If your strings fit entirely within the BMP, then you should see no
penalty compared to previous versions of Python. If they happen to fit
inside ASCII, then there may well be significant improvements. But
regardless, what you gain is the ability to work with *any* string,
regardless of its content, without worrying about it. You can count
characters regardless of their content. Imagine if a tuple of integers
behaved differently if some of those integers flipped to being long
ints:

x = (1, 2, 4, 8, 1<<30, 1<<300, 1<<10)

Wouldn't you be surprised if len(x) returned 8? I certainly would be.
And that's what a narrow build of Python does with Unicode.

Unicode strings are approximately comparable to tuples of integers. In
fact, they can be interchanged fairly readily:

string = "Treble clef: \U0001D11E"
array = tuple(map(ord,string))
assert(len(array) == 14)
out_string = ''.join(map(chr,array))
assert(out_string == string)

This doesn't work in Python 2.6 on Windows, partly because of
surrogates, but also because chr() isn't designed for Unicode strings.
There's probably a solution to the second, but not really to the
first. The tuple of ords should match the way the characters are laid
out to a human.

ChrisA
 
Reply With Quote
 
Steven D'Aprano
Guest
Posts: n/a
 
      04-01-2013
On Sun, 31 Mar 2013 22:33:45 -0700, rusi wrote:

> On Mar 31, 5:55*pm, Mark Lawrence <(E-Mail Removed)> wrote:
>
> <snipped jmf's broken-record whine>
>
>> I'm feeling very sorry for this horse, it's been flogged so often it's
>> down to bare bones.

>
> While I am now joining the camp of those fed up with jmf's whining, I do
> wonder if we are shooting the messenger…


No. The trouble is that the messenger is shouting that the Unicode world
is ending on December 21st 2012, and hasn't noticed that was over three
months ago and the world didn't end.


[...]
>> OK, that leads to the next question.

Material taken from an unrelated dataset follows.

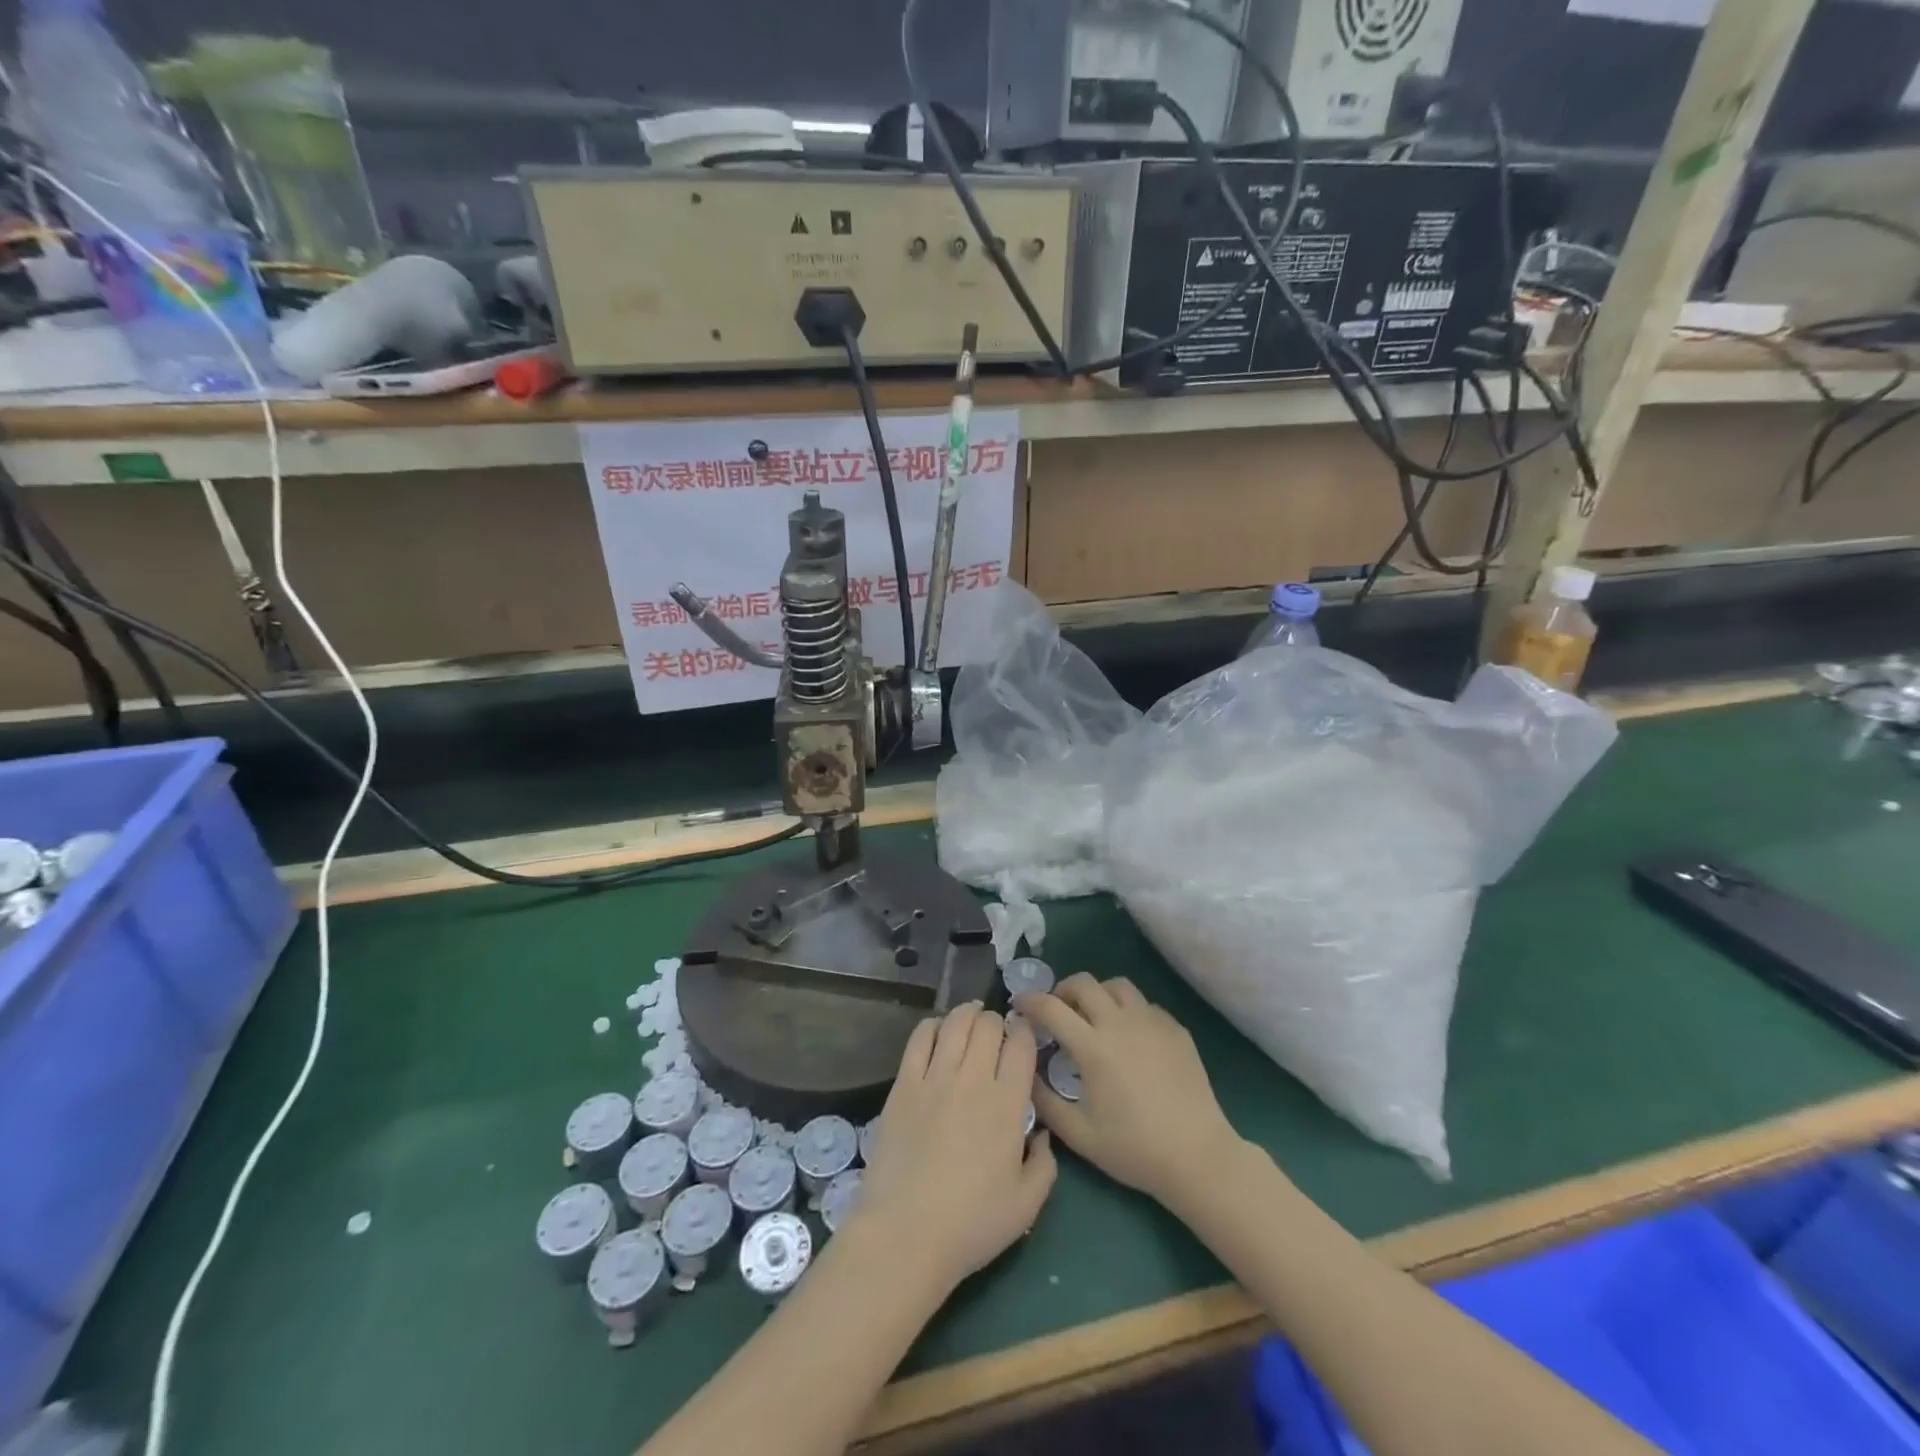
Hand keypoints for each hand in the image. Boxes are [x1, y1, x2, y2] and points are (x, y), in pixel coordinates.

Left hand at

Is there anyway I can (in Python
>> 2.7) detect when a string is not entirely in the BMP? If I could find
>> all the non-BMP characters, I could replace them with U+FFFD
>> (REPLACEMENT CHARACTER) and life would be good (enough).


Of course you can do this, but you should not. If your input data
includes character C, you should deal with character C and not just throw
it away unnecessarily. That would be rude, and in Python 3.3 it should be
unnecessary.

Although, since the person you are quoting is stuck in Python 2.7, it may
be less bad than having to deal with potentially broken Unicode strings.


> Steven's:
>> But it means that if you're one of the 99.9% of users who mostly use
>> characters in the BMP, …


Yes. "Mostly" does not mean exclusively, and given (say) a billion
computer users, that leaves about a million users who have significant
need for non-BMP characters.

If you don't agree with my estimate, feel free to invent your own


> And from http://www.tlg.uci.edu/~opoudjis/uni...de_astral.html
>> The informal name for the supplementary planes of Unicode is "astral
>> planes", since (especially in the late '90s) their use seemed to be as
>> remote as the theosophical "great beyond". …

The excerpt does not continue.